What is payment processing?
Payment processing lets your app accept money from users — credit and debit cards, Apple Pay, Google Pay, and saved payment methods. For one-off or ad-hoc payments (as opposed to recurring subscriptions), this means capturing a payment amount, showing a checkout UI, processing the charge, and confirming the result to both the user and your system.
Stripe is the dominant payment gateway for Australian startups and software products. Its developer experience is excellent, it handles PCI DSS compliance (so you're not storing raw card data), and it supports Australian payment methods well. Stripe charges approximately 1.7% + 30¢ per domestic card transaction for Australian accounts — lower than many alternatives.
For Australian apps, there are also local alternatives: Pin Payments (Sydney-based, simple API), eWAY (widely used in retail and e-commerce), and Tyro (strong in hospitality and healthcare, with EFTPOS integration). These are worth considering if Stripe's pricing doesn't suit your volume or if you need specific local integrations.
When does your app need it?
- Your app involves commerce — users buy something, book a service, or pay a fee
- You charge customers on a per-transaction basis rather than a recurring subscription
- You want to accept Apple Pay and Google Pay to reduce payment friction on mobile
- You need to store payment methods for future charges (e.g., charging after a service is delivered)

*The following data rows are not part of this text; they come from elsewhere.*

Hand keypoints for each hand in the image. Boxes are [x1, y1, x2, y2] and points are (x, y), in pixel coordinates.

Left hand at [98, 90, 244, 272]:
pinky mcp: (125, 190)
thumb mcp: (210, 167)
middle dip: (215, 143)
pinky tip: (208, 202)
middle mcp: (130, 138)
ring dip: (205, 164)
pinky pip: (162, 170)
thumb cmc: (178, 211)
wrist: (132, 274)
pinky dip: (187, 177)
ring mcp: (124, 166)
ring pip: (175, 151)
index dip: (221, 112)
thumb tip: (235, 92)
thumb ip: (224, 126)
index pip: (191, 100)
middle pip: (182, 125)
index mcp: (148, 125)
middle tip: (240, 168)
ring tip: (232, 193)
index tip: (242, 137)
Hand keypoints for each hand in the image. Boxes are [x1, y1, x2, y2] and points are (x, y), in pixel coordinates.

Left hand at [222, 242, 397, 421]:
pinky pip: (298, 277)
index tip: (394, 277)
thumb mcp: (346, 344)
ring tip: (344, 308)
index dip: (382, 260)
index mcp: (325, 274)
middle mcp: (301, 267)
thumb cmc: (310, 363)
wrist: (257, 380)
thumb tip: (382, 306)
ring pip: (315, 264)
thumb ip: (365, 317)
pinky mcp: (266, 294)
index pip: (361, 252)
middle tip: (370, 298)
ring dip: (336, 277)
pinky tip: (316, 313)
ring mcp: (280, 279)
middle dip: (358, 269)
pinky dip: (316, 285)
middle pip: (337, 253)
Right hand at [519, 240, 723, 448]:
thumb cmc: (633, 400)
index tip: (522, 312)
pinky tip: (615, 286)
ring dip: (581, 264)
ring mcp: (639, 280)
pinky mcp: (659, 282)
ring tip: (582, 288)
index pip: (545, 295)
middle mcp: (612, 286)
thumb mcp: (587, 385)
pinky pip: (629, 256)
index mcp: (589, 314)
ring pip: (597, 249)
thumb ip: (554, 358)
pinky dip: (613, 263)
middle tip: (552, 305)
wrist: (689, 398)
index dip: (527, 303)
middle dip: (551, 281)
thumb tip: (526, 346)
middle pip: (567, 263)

- You need to issue refunds programmatically, not manually through a payment dashboard
- You're replacing a manual invoicing process with in-app payments
How much does it cost?
Adding one-off payment processing typically adds 5–11 hours of development — roughly $1,000–$2,000 AUD.
At the lower end: using Stripe Checkout — a hosted payment page that Stripe provides. You create a checkout session server-side, redirect the user to Stripe's hosted page, and handle the success/cancel redirect. Stripe handles the card UI, Apple Pay, Google Pay, and validation. Fast to build, limited branding.
At the higher end: a custom payment UI embedded in your app using Stripe Elements or Payment Element, saved payment methods, Apple Pay and Google Pay with domain verification, refund logic, webhook handling for asynchronous payment events (failed charges, disputes), and a payment history view for users. Webhooks in particular need careful implementation — Stripe sends events asynchronously and your app must handle them idempotently.
How it's typically built
Stripe Checkout (hosted): create a Checkout Session server-side with line items and pricing, return the session URL to the client, redirect the user. Stripe handles everything. On completion, Stripe redirects to your success URL and sends a checkout.session.completed webhook.
Stripe Payment Element (embedded): renders a complete payment form inside your app using a pre-built React component. Supports cards, Apple Pay, Google Pay, and local payment methods. Your server creates a PaymentIntent, the client confirms it using the Payment Element, and the result is verified server-side.
Webhooks are essential: network failures mean the user's browser may not always reach your success page. Webhooks ensure your database reflects the actual payment outcome regardless of what the browser does. Every Stripe integration should handle payment_intent.succeeded and payment_intent.payment_failed at minimum.
Apple Pay / Google Pay work automatically with the Payment Element on eligible devices. On the web, Apple Pay requires domain verification (a file served from your domain). On iOS native apps, this is handled through Stripe's iOS SDK.
Questions to ask your developer
- Stripe Checkout (hosted) or Payment Element (embedded)? Hosted is faster and simpler; embedded matches your app's look and feel. Which fits your priorities?
- How are webhooks handled? Payments confirmed by webhooks should be idempotent — processing the same webhook twice shouldn't create duplicate records.
- Are refunds supported in the app, or manually via the Stripe dashboard? If refunds are frequent, in-app refund functionality saves admin time.
- How are failed payments surfaced to the user? Card declines need a clear error message — "your card was declined" is more helpful than a generic error.
- Is the Stripe account in Australia? Payments processed through an Australian Stripe account settle in AUD and attract local transaction fees. Ensure it's set up correctly from the start.